Андрей Иванович, услышав, что хотел, идёт неспешно во двор соседнего дома с заколоченными окнами, с покосившейся прокисшей оградой, с ковром яблок в ковре глубокой травы под кривыми старыми яблонями, прогнувшимися от плодов, ещё висящих. Арифметически правильно цветут ромашка и одуванчики, равномерно проглядывая белыми и бледными цветами сквозь траву.
Он принёс с собой пару больших корзин, куда дети по команде начинают собирать яблоки с земли, выбирая те, что явно упали недавно.
Солнце спускается пониже, чтобы рассмотреть эту мирную картинку в непосредственной близости, даря августовское тепло, от которого время останавливается, и безмятежность в который раз закрадывается в душу Андрея Ивановича. Наблюдая, как детвора шумно копошится в высокой траве, гоняясь за жёлтыми кислыми сферами, он медленно идёт к кривоватой яблоне со следами побелки многолетней давности и основательно трясёт её, смахнув несколько десятков плодов на мягкое ложе и собственные плечи.
Андрей Иванович поднимает один плод, другой. На мгновение что-то щёлкает в мироздании вокруг, и жёлтые тела на несколько секунд обращаются в одноцветные мячи для тенниса. Андрей Иванович встряхивает головой, пытаясь понять, как так вышло, но в тот самый момент теннисные мячи превращаются назад в яблоки.
– Папа! – звонко пищит Эсма, кривясь от солнца, что пытливо вглядывается ей в наружность. – А почему яблоки падают? Почему не висят себе, чтоб срывать их с дерева?
– Червивые сбрасывают, – не задумываясь, отвечает отец, тряся дерево ещё раз пояростнее, чем обрушивает целый дождь из яблок.
– То есть все эти яблоки, что мы сейчас собираем, – червивые?! – восклицает Эсма, скривившись мелким личиком.
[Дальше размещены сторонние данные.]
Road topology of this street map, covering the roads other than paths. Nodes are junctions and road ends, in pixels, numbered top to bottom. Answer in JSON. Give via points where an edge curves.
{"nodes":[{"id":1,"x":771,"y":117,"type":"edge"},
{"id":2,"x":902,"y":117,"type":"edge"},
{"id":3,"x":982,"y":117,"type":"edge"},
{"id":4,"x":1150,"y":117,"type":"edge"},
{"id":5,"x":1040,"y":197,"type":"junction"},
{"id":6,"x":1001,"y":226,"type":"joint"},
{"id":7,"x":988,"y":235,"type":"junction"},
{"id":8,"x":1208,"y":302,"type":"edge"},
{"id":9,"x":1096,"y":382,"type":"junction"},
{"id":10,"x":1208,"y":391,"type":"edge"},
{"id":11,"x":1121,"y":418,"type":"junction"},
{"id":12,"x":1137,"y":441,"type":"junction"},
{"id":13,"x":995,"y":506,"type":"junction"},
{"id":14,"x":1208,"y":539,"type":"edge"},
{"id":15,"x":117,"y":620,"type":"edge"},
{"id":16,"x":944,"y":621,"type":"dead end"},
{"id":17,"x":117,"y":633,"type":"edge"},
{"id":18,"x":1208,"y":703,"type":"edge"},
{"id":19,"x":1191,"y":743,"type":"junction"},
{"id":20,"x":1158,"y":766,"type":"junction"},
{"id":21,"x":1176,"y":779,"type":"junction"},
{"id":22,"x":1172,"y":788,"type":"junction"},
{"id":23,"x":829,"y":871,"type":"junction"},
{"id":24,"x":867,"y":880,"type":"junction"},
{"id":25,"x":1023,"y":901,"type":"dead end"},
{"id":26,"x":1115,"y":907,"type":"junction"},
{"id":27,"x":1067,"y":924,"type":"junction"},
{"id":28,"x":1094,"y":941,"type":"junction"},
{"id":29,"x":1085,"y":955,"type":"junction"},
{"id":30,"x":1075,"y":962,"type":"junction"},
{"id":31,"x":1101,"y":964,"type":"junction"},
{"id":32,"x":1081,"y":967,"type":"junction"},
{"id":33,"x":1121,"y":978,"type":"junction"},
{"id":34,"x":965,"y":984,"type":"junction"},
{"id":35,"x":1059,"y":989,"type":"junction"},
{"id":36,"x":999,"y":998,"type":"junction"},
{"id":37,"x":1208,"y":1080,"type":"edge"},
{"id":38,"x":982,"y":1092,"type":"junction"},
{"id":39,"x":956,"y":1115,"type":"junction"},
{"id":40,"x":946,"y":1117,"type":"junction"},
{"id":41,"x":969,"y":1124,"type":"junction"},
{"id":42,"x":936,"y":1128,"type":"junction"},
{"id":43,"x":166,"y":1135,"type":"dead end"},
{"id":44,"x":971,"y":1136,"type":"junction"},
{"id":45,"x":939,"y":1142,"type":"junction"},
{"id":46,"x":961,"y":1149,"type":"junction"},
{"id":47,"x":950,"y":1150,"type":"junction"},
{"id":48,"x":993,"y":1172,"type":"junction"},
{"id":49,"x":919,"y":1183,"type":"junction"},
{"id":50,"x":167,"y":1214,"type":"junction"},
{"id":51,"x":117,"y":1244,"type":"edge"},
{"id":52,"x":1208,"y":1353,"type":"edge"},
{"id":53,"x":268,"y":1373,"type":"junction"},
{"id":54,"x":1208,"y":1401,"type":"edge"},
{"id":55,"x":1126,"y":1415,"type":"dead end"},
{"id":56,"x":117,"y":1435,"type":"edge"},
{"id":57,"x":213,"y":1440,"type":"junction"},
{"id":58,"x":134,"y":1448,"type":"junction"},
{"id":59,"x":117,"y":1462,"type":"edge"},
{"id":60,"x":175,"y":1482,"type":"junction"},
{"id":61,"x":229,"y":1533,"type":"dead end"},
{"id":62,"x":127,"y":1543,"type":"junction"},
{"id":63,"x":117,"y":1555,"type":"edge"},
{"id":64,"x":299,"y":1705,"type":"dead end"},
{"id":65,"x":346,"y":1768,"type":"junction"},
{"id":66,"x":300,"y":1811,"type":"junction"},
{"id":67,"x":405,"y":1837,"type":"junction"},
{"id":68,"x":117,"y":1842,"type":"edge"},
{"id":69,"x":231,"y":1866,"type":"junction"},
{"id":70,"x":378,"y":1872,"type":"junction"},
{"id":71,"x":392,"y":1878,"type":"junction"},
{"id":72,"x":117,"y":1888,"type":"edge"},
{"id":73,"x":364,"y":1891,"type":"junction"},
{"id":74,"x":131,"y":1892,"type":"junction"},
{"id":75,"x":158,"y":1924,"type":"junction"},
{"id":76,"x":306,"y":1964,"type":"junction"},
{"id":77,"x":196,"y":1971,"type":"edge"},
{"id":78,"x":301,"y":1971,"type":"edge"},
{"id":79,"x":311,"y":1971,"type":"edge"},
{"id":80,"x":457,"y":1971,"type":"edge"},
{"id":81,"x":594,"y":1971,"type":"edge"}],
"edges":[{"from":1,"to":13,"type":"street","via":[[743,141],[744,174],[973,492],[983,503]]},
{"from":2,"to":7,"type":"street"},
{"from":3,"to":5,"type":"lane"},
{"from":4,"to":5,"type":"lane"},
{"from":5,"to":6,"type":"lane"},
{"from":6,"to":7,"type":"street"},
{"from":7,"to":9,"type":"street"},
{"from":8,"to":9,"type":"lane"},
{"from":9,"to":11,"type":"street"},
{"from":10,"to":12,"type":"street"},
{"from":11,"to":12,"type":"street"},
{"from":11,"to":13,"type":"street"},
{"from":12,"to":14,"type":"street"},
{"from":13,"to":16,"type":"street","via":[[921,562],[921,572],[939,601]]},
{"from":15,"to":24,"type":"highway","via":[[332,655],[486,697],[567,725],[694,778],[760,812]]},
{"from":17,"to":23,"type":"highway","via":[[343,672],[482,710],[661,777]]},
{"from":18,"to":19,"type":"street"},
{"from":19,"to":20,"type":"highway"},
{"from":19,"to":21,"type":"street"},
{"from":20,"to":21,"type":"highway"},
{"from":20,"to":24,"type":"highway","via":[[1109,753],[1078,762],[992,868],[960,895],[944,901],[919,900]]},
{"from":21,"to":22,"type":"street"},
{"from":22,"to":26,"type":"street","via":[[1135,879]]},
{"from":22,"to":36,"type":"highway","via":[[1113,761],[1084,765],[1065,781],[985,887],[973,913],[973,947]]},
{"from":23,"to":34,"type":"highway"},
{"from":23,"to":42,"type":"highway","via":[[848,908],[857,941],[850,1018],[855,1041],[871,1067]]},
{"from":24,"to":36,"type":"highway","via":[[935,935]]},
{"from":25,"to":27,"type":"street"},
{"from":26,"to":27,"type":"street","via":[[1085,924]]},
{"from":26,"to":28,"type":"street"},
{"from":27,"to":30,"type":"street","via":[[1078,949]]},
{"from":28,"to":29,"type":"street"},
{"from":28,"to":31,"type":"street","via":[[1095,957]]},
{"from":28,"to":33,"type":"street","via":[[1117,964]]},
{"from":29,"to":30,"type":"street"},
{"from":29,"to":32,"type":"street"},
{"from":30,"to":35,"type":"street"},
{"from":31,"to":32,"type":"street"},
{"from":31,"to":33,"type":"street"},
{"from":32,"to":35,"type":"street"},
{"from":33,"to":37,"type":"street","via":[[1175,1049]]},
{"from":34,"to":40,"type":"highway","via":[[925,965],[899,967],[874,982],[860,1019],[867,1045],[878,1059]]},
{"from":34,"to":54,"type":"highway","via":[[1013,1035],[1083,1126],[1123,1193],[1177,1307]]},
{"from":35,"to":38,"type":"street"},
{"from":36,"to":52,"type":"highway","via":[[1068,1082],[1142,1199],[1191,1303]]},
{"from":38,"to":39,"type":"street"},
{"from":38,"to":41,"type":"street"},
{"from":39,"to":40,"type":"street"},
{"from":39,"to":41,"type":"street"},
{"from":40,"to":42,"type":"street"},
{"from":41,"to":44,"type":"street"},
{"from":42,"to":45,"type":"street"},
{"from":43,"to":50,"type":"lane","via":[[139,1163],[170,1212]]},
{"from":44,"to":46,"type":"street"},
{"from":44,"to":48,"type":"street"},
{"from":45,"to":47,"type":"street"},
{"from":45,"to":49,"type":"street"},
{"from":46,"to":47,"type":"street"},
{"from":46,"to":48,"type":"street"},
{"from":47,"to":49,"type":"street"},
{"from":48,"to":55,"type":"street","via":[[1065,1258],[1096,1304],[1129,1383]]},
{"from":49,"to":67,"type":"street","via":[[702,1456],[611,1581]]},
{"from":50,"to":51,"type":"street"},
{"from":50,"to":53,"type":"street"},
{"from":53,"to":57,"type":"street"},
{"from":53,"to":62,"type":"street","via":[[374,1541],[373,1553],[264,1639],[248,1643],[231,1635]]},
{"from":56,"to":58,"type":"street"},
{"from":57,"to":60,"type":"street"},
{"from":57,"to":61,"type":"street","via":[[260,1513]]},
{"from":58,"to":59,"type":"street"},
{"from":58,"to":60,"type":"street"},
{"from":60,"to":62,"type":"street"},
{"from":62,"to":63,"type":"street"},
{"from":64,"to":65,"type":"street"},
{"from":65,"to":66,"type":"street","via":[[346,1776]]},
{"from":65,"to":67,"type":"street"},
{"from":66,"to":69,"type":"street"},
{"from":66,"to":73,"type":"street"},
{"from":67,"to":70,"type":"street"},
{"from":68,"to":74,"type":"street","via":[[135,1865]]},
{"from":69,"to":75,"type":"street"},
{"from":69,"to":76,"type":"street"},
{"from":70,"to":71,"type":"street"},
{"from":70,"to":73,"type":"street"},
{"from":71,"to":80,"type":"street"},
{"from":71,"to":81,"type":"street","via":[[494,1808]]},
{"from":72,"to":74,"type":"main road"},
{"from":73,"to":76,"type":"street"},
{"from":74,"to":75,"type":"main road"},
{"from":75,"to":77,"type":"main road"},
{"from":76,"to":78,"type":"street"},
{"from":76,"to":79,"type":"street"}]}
– Не все… – качает головой Андрей Иванович, включившись в яблочный сбор. – Некоторые. Яблоня и лишние сбрасывает тоже, которые точно уже не сможет прокормить. Оставляет те, что поменьше, чтобы они стали большими.
Дети поднимают лица в его сторону.
– Яблоня – она настолько умная? – дивится Экой. – Понимает, сколько яблок надо оставить, а сколько сбросить? Старые и червивые сама сбрасывает?
– Да, – подтверждает отец Эсмы, задумавшись об этом будто в первый раз. – Она очень умная, как, впрочем, и любое дерево. Долго живёт – много видит. – Сильные руки его ловко выцеживают из густой травы лучшие кругляки и осыпают в ближайшую корзину. – Поживёшь долго – тоже много увидишь…
– Так они же на месте стоят, – сомневается Экой, медленнее всех, но основательнее занимаясь общим делом. – Чего они с места видятто?
– Много видят, – утверждает Андрей Иванович. – Зато не отвлекаются, в постоянном наблюдении, потому и видят больше, чем любой суета, что стремглав по миру носится. Много бегают и ничего не видят такие, ни о чём не задумываются… – кривовато улыбаясь, косится взрослый на детей.
– Пап! – звонко не понимает намёка Эсма. – А червивыето нам зачем?
– Для наших целей годятся. – Андрей Иванович идёт к следующей яблоне, чтоб обрушить её лишние и червивые вниз. – Для нотки особенной, – тянет он последнее слово, смакуя.
Во двор, шумно сопя, заходит Егорович, уже без ружья, выложив дары дома и, вероятно, сняв пробу.
– Егорович! – переключается на него Андрей Иванович. – Как кальвадос?
– Весьма… – приязненно машет рукой Егорович, чьё лицо заметно размягчилось, а глубокие морщины обмелели.
– Ты только как вино его не пей, – советует добродушно полицейский, присмотревшись из травы к старику. – Надо не стаканами, а рюмками…
– Да уже понял… – опять машет рукой старожил, опершись о чёрный забор для надёжности.
– Скажи, дорогой, а ты чего избу не поменяешь? – Андрей Иванович снова погружается задумчивым взглядом в траву. – Тут получше твоей остались… Побольше, посветлей. Да тебе можно неделю в одной, неделю в другой… Ты тут сам себе барин! Живи, где хочешь… А?